═══ Records shown

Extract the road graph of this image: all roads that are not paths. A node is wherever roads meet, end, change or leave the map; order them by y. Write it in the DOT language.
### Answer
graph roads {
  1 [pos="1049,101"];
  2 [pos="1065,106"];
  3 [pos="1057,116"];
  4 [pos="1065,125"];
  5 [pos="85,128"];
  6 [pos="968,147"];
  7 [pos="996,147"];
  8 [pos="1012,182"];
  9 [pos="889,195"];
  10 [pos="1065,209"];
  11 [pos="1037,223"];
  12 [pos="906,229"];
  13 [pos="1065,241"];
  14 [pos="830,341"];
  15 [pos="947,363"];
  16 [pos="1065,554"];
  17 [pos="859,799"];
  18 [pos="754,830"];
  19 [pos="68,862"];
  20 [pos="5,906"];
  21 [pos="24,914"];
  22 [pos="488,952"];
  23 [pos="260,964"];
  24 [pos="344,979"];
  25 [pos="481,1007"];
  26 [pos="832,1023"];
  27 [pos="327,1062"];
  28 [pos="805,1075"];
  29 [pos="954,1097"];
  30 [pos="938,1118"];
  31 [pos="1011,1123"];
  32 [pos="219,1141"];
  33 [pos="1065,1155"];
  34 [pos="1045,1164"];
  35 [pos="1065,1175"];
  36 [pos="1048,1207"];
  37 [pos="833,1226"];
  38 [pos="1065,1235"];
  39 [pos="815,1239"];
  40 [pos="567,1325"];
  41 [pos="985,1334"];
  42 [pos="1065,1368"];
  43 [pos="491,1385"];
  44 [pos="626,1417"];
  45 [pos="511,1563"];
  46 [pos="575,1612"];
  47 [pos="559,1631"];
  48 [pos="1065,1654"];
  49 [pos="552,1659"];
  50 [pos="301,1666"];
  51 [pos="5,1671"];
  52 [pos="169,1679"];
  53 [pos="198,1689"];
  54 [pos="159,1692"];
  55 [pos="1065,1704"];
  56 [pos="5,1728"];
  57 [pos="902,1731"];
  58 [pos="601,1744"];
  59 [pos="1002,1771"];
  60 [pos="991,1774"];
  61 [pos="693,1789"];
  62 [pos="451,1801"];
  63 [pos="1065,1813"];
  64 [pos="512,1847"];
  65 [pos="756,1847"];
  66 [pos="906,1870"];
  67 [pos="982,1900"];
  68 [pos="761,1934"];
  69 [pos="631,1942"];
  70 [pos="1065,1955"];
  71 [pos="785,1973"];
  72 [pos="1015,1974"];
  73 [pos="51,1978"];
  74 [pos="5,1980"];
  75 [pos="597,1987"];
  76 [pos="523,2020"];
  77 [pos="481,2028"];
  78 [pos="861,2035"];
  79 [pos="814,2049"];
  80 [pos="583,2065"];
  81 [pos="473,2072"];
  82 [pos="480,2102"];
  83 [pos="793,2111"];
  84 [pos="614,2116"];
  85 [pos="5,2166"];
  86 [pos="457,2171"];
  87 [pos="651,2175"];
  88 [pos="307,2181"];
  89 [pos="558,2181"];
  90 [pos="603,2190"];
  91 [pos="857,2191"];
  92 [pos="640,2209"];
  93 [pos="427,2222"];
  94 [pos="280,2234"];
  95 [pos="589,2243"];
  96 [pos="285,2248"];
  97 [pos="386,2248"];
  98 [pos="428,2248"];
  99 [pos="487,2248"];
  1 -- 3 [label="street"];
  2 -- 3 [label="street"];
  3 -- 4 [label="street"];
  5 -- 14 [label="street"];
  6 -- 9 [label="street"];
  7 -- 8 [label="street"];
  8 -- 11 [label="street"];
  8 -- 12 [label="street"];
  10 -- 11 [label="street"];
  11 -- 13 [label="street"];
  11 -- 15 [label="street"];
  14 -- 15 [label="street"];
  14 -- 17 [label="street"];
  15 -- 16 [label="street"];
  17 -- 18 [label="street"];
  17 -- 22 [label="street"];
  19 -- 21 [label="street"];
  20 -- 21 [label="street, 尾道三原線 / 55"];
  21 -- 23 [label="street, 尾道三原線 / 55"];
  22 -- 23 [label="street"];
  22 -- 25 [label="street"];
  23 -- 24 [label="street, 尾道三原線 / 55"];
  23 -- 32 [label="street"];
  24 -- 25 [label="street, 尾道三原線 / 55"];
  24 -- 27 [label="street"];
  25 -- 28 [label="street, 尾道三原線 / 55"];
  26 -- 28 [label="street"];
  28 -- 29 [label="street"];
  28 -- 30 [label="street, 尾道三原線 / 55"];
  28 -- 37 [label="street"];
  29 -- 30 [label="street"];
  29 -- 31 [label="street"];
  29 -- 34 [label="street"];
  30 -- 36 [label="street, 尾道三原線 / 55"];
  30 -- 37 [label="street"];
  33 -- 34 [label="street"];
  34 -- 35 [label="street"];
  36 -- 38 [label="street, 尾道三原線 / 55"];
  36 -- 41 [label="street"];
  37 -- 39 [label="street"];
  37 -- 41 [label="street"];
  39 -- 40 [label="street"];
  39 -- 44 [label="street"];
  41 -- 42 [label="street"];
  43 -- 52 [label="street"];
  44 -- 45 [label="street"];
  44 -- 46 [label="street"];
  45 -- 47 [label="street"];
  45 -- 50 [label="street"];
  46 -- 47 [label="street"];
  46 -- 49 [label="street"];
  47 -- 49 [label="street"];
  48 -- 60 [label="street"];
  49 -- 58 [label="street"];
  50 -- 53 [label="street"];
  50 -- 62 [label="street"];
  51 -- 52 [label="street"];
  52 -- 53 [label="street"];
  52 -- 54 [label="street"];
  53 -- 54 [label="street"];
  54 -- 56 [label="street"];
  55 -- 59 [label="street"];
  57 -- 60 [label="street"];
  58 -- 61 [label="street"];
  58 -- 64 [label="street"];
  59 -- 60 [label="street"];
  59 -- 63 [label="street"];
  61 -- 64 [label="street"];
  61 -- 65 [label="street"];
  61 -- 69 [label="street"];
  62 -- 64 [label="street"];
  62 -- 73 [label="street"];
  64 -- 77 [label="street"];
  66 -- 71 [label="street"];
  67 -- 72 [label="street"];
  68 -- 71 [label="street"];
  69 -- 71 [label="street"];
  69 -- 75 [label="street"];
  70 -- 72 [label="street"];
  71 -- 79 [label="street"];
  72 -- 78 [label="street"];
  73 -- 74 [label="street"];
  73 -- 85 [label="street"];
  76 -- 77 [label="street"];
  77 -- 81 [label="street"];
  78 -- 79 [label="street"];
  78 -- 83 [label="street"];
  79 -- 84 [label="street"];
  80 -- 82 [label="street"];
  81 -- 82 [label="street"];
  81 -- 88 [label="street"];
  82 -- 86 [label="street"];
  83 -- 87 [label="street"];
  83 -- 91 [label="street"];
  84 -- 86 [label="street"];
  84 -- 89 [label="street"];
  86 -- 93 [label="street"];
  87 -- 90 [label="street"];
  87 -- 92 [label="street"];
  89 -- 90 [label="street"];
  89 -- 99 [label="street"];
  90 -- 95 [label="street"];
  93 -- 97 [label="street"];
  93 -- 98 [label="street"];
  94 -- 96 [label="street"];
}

══════

Problem statement: The expected output is every record, repeated exactly.

Your response:
Extract the road graph of this image: all roads that are not paths. A node is wherever roads meet, end, change or leave the map; order them by y. Write it in the DOT language.
### Answer
graph roads {
  1 [pos="1049,101"];
  2 [pos="1065,106"];
  3 [pos="1057,116"];
  4 [pos="1065,125"];
  5 [pos="85,128"];
  6 [pos="968,147"];
  7 [pos="996,147"];
  8 [pos="1012,182"];
  9 [pos="889,195"];
  10 [pos="1065,209"];
  11 [pos="1037,223"];
  12 [pos="906,229"];
  13 [pos="1065,241"];
  14 [pos="830,341"];
  15 [pos="947,363"];
  16 [pos="1065,554"];
  17 [pos="859,799"];
  18 [pos="754,830"];
  19 [pos="68,862"];
  20 [pos="5,906"];
  21 [pos="24,914"];
  22 [pos="488,952"];
  23 [pos="260,964"];
  24 [pos="344,979"];
  25 [pos="481,1007"];
  26 [pos="832,1023"];
  27 [pos="327,1062"];
  28 [pos="805,1075"];
  29 [pos="954,1097"];
  30 [pos="938,1118"];
  31 [pos="1011,1123"];
  32 [pos="219,1141"];
  33 [pos="1065,1155"];
  34 [pos="1045,1164"];
  35 [pos="1065,1175"];
  36 [pos="1048,1207"];
  37 [pos="833,1226"];
  38 [pos="1065,1235"];
  39 [pos="815,1239"];
  40 [pos="567,1325"];
  41 [pos="985,1334"];
  42 [pos="1065,1368"];
  43 [pos="491,1385"];
  44 [pos="626,1417"];
  45 [pos="511,1563"];
  46 [pos="575,1612"];
  47 [pos="559,1631"];
  48 [pos="1065,1654"];
  49 [pos="552,1659"];
  50 [pos="301,1666"];
  51 [pos="5,1671"];
  52 [pos="169,1679"];
  53 [pos="198,1689"];
  54 [pos="159,1692"];
  55 [pos="1065,1704"];
  56 [pos="5,1728"];
  57 [pos="902,1731"];
  58 [pos="601,1744"];
  59 [pos="1002,1771"];
  60 [pos="991,1774"];
  61 [pos="693,1789"];
  62 [pos="451,1801"];
  63 [pos="1065,1813"];
  64 [pos="512,1847"];
  65 [pos="756,1847"];
  66 [pos="906,1870"];
  67 [pos="982,1900"];
  68 [pos="761,1934"];
  69 [pos="631,1942"];
  70 [pos="1065,1955"];
  71 [pos="785,1973"];
  72 [pos="1015,1974"];
  73 [pos="51,1978"];
  74 [pos="5,1980"];
  75 [pos="597,1987"];
  76 [pos="523,2020"];
  77 [pos="481,2028"];
  78 [pos="861,2035"];
  79 [pos="814,2049"];
  80 [pos="583,2065"];
  81 [pos="473,2072"];
  82 [pos="480,2102"];
  83 [pos="793,2111"];
  84 [pos="614,2116"];
  85 [pos="5,2166"];
  86 [pos="457,2171"];
  87 [pos="651,2175"];
  88 [pos="307,2181"];
  89 [pos="558,2181"];
  90 [pos="603,2190"];
  91 [pos="857,2191"];
  92 [pos="640,2209"];
  93 [pos="427,2222"];
  94 [pos="280,2234"];
  95 [pos="589,2243"];
  96 [pos="285,2248"];
  97 [pos="386,2248"];
  98 [pos="428,2248"];
  99 [pos="487,2248"];
  1 -- 3 [label="street"];
  2 -- 3 [label="street"];
  3 -- 4 [label="street"];
  5 -- 14 [label="street"];
  6 -- 9 [label="street"];
  7 -- 8 [label="street"];
  8 -- 11 [label="street"];
  8 -- 12 [label="street"];
  10 -- 11 [label="street"];
  11 -- 13 [label="street"];
  11 -- 15 [label="street"];
  14 -- 15 [label="street"];
  14 -- 17 [label="street"];
  15 -- 16 [label="street"];
  17 -- 18 [label="street"];
  17 -- 22 [label="street"];
  19 -- 21 [label="street"];
  20 -- 21 [label="street, 尾道三原線 / 55"];
  21 -- 23 [label="street, 尾道三原線 / 55"];
  22 -- 23 [label="street"];
  22 -- 25 [label="street"];
  23 -- 24 [label="street, 尾道三原線 / 55"];
  23 -- 32 [label="street"];
  24 -- 25 [label="street, 尾道三原線 / 55"];
  24 -- 27 [label="street"];
  25 -- 28 [label="street, 尾道三原線 / 55"];
  26 -- 28 [label="street"];
  28 -- 29 [label="street"];
  28 -- 30 [label="street, 尾道三原線 / 55"];
  28 -- 37 [label="street"];
  29 -- 30 [label="street"];
  29 -- 31 [label="street"];
  29 -- 34 [label="street"];
  30 -- 36 [label="street, 尾道三原線 / 55"];
  30 -- 37 [label="street"];
  33 -- 34 [label="street"];
  34 -- 35 [label="street"];
  36 -- 38 [label="street, 尾道三原線 / 55"];
  36 -- 41 [label="street"];
  37 -- 39 [label="street"];
  37 -- 41 [label="street"];
  39 -- 40 [label="street"];
  39 -- 44 [label="street"];
  41 -- 42 [label="street"];
  43 -- 52 [label="street"];
  44 -- 45 [label="street"];
  44 -- 46 [label="street"];
  45 -- 47 [label="street"];
  45 -- 50 [label="street"];
  46 -- 47 [label="street"];
  46 -- 49 [label="street"];
  47 -- 49 [label="street"];
  48 -- 60 [label="street"];
  49 -- 58 [label="street"];
  50 -- 53 [label="street"];
  50 -- 62 [label="street"];
  51 -- 52 [label="street"];
  52 -- 53 [label="street"];
  52 -- 54 [label="street"];
  53 -- 54 [label="street"];
  54 -- 56 [label="street"];
  55 -- 59 [label="street"];
  57 -- 60 [label="street"];
  58 -- 61 [label="street"];
  58 -- 64 [label="street"];
  59 -- 60 [label="street"];
  59 -- 63 [label="street"];
  61 -- 64 [label="street"];
  61 -- 65 [label="street"];
  61 -- 69 [label="street"];
  62 -- 64 [label="street"];
  62 -- 73 [label="street"];
  64 -- 77 [label="street"];
  66 -- 71 [label="street"];
  67 -- 72 [label="street"];
  68 -- 71 [label="street"];
  69 -- 71 [label="street"];
  69 -- 75 [label="street"];
  70 -- 72 [label="street"];
  71 -- 79 [label="street"];
  72 -- 78 [label="street"];
  73 -- 74 [label="street"];
  73 -- 85 [label="street"];
  76 -- 77 [label="street"];
  77 -- 81 [label="street"];
  78 -- 79 [label="street"];
  78 -- 83 [label="street"];
  79 -- 84 [label="street"];
  80 -- 82 [label="street"];
  81 -- 82 [label="street"];
  81 -- 88 [label="street"];
  82 -- 86 [label="street"];
  83 -- 87 [label="street"];
  83 -- 91 [label="street"];
  84 -- 86 [label="street"];
  84 -- 89 [label="street"];
  86 -- 93 [label="street"];
  87 -- 90 [label="street"];
  87 -- 92 [label="street"];
  89 -- 90 [label="street"];
  89 -- 99 [label="street"];
  90 -- 95 [label="street"];
  93 -- 97 [label="street"];
  93 -- 98 [label="street"];
  94 -- 96 [label="street"];
}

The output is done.